Dissolution of Colleges Act 1547
- Parliament of England
- Long title: An Acte wherby certaine Chauntries Colleges Free Chapelles and the Possessions of the same be given to the Kinges Majestie.
- Citation: 1 Edw. 6. c. 14
- Territorial extent: England and Wales

Dates
- Royal assent: 24 December 1547
- Commencement: 4 November 1547
- Repealed: 1 January 1961

Other legislation
- Amended by: Statute Law Revision Act 1950;
- Repealed by: Charities Act 1960
- Relates to: Dissolution of Colleges Act 1545;

Status: Repealed

Text of statute as originally enacted

= Dissolution of Colleges Act 1547 =

Act of the Parliament of England

The Dissolution of Colleges Act 1547 (1 Edw. 6. c. 14), also known as the Abolition of Chantries Act 1547 or the Chantries Act 1547, was an act of the Parliament of England.
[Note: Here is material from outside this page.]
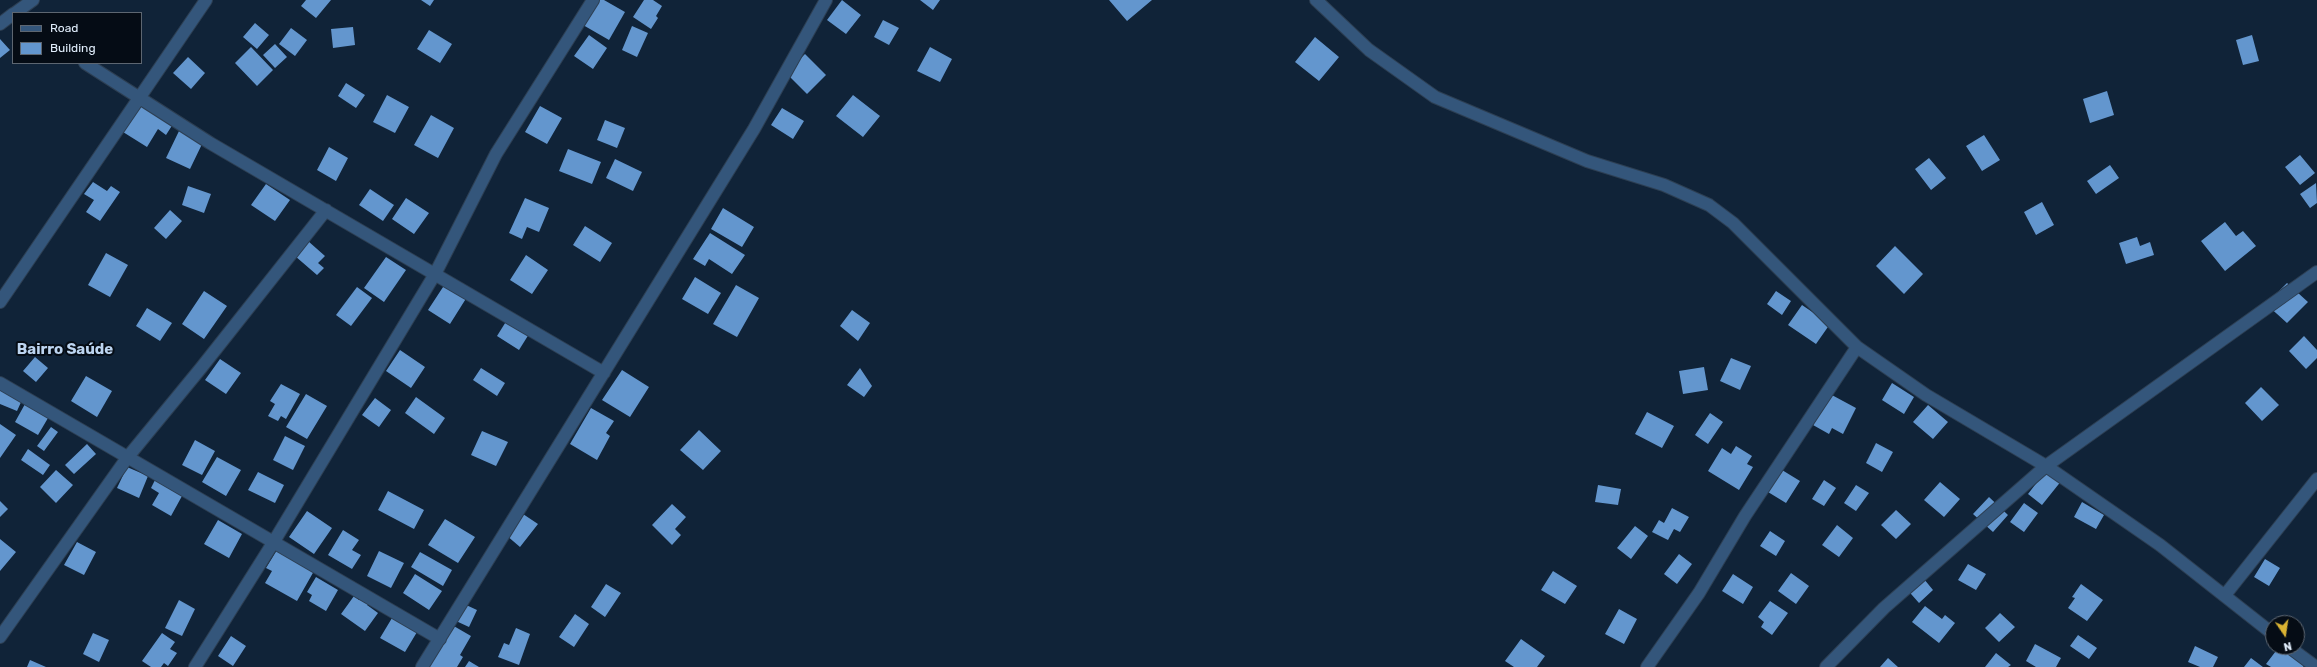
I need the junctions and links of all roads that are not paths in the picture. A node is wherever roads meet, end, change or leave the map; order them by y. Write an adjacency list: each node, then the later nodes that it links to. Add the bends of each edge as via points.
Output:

== Subsequent developments ==
Section 23 of the act was repealed by section 1(1) of, and the first schedule to, the Statute Law Revision Act 1950 (14 Geo. 6. c. 6), which came into force on 23 May 1950.

The whole act was repealed by section 39(1) of, and schedule 5 to, the Charities Act 1960 (8 & 9 Eliz. 2. c. 58), which came into force on 1 January 1961.